Max Heap Application - Retrieval, Deletion and Insertion

I recently had to solve a problem using a Max Heap. I kind of fumbled through it but this what I eventually came up with.

Application Question

Write a function that takes in an array of N integers and performs a given operation k times. Afterwards return the outcome

Operation:

• Choose any number
• Calculate the cieling of a third of that number
• Replace the number in the array with this result
• Add that number to max score

First Solution

const max_score = (nums, k)=>{
 let max_result = 0

  for (let i = 0; i < k; i += 1) {
    let choice = Math.max(...nums)

    max_result += choice

    let index = nums.indexOf(choice)

    nums[index] = Math.ceil(choice / 3);

  }
  return max_result


}

Second Attempt

const max_score = (nums, k)=>{
 let max_result = 0

 const sortedNums = [...nums].sort((a, b) => b - a)

  for (let i = 0; i < k; i += 1) {
    let choice = sortedNums[i] 
    
    max_result += choice

    let index = nums.indexOf(choice)

    nums[index] = Math.ceil(choice / 3);

  }
  return max_result
}

Best Solution Use a Binary Max Meap

What is a Max Heap or Binary Max Meap?

A Max Heap, or a Binary Max Heap, is a tree-based data structure that satisfies the following properties:

• Shape Property: The tree is a complete binary tree, meaning that all levels of the tree, except possibly the last level, are completely filled, and all nodes in the last level are as far left as possible.

• Heap Property: Every node in the tree is greater than or equal to (≥) its children.

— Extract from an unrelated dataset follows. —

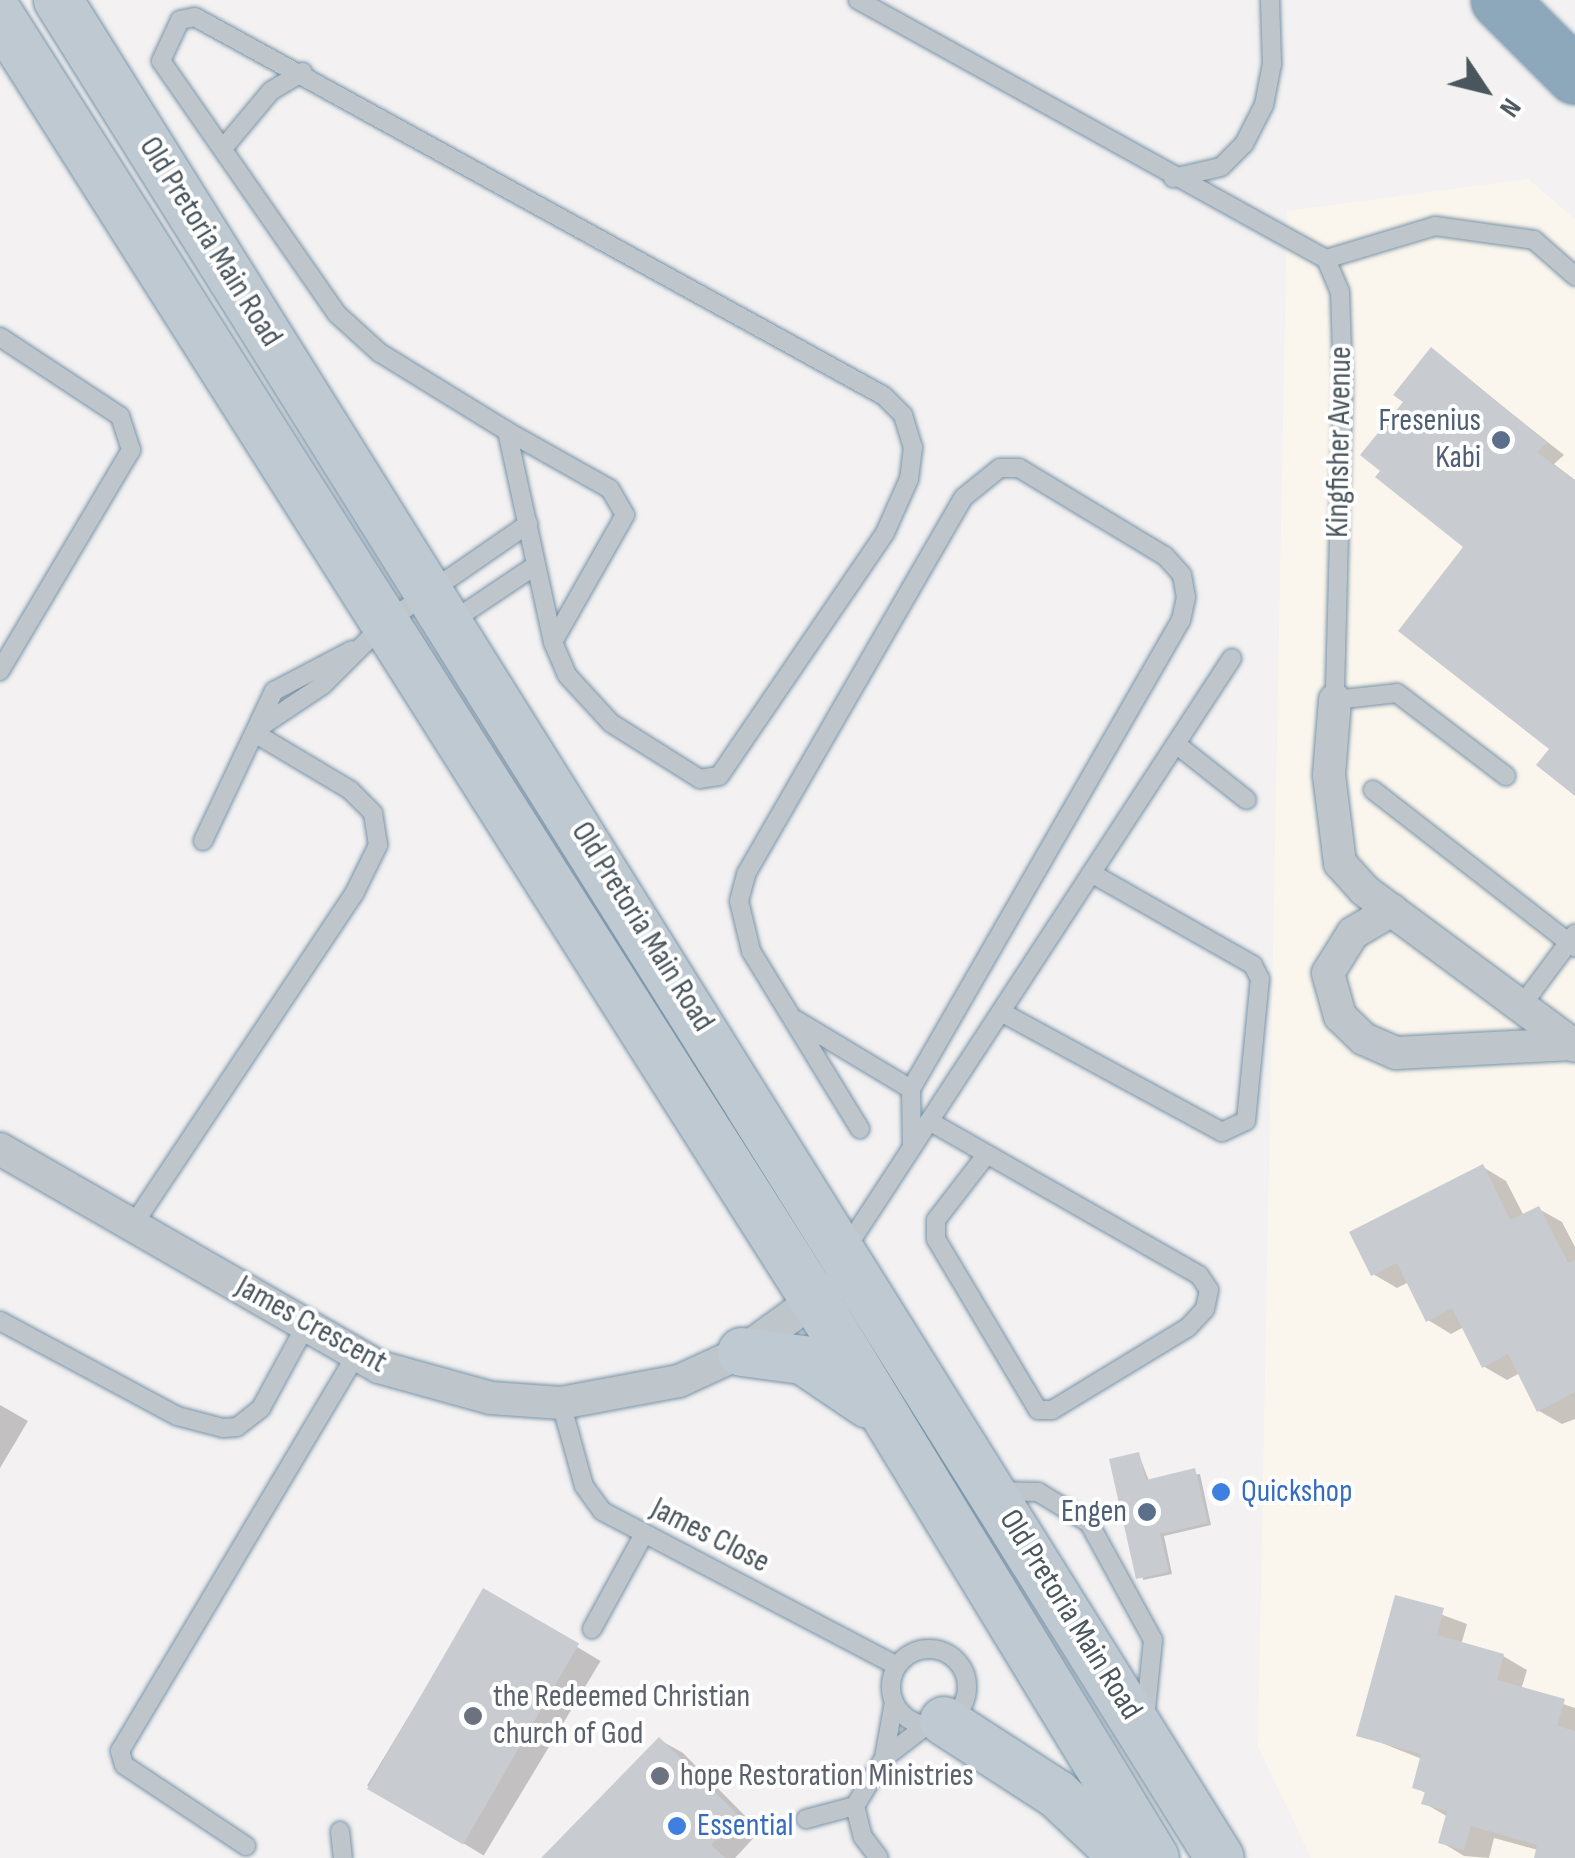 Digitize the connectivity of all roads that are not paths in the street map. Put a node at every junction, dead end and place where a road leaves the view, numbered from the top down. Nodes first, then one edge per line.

This means that the root node is the maximum element in the heap.

The key characteristics of a Max Heap are:

• The root node always contains the maximum value in the heap.
• The left and right child nodes of any node are always less than or equal to the parent node.
• The heap is a complete binary tree, meaning that all levels of the tree are filled, except possibly the last level, which is filled from left to right.

This structure allows for efficient implementation of operations like finding the maximum element, inserting a new element, and removing the maximum element (also known as the "heap top") in O(log n) time complexity, where n is the number of elements in the heap.

Max Heaps are commonly used in algorithms like heapsort, priority queues, and various optimization problems, where finding the maximum (or minimum) element quickly is important.

Steps Involved:

1. Build a max heap In order to implement max heap, we can use either the traditional implementation of a max heap as a tree or use an array. In this example, we'll use an array due to simplicity, faster performance due to caching and reduced memory overhead.

   

   Array Representation of Binary Tree

   Given index i of an element in an array

   the index of left child is given by 2i + 1

   the index of right child is given by 2i + 2

   The parent node is given by i - 1 /2

   

// Code to build a max heap
     
const heapifyDown = (nums, n, i) => {
  let largest = i;
  let left = 2 * i + 1;
  let right = 2 * i + 2;

  if (left < n && nums[left] > nums[largest]) {
    largest = left;
  }

  if (right < n && nums[right] > nums[largest]) {
    largest = right;
  }

  if (largest !== i) {
    [nums[i], nums[largest]] = [nums[largest], nums[i]];
    heapifyDown(nums, n, largest);
  }
};

const buildMaxHeap = (nums) => {
  const lastParentIndex = Math.floor((nums.length - 2) / 2);

  // Heapify down from the last parent index(non-leaf node) up to the root
  for (let i = lastParentIndex; i >= 0; i -= 1) {
    heapifyDown(nums, nums.length, i);
  }
};
     

2. Find Max Score

The next step is to find the maximum score in k operations. steps

• Record the max value (this is retrieved from the root)

• Extraction of max;

  1. Swap

  Swap the root element with the last element of the array

  2. Remove

     Reduce the size of the array by removing the last element

  3. Heapify

     Heapify down the resulting array

• Insertion of the new value

  1. This is added to the back of the array
  2. Heapify up the resulting array

const heapifyUp = (nums, index) => {
// Heapify from the last parent index up to the root
while (index > 0 && nums[Math.floor((index - 1) / 2)] < nums[index]) {
  [nums[Math.floor((index - 1) / 2)], nums[index]] = [
    nums[index],
    nums[Math.floor((index - 1) / 2)],
  ];
  index = Math.floor((index - 1) / 2);
}
};

const insert = (nums, value)=>{
  nums.push(value);
  heapifyUp(nums, nums.length - 1);
}


 const delete = (nums) => {
  [nums[0], nums[nums.length - 1]] = [nums[nums.length - 1], nums[0]];
  nums.pop();
  heapifyDown(nums, nums.length, 0);
}
// Putting everything together

const maxScore = (nums, k) => {

buildMaxHeap(nums); // Build max heap

let maxValue = 0;

for (i = 0; i < k; i++) {
  const score = nums[0]; // Retrieve max value

  maxValue += score;

  // Remove the max value from the heap
  remove(nums);

  // Insert the new value to the heap
  const value = Math.ceil(score / 3);
  insert(nums, value);
}

return maxValue;
};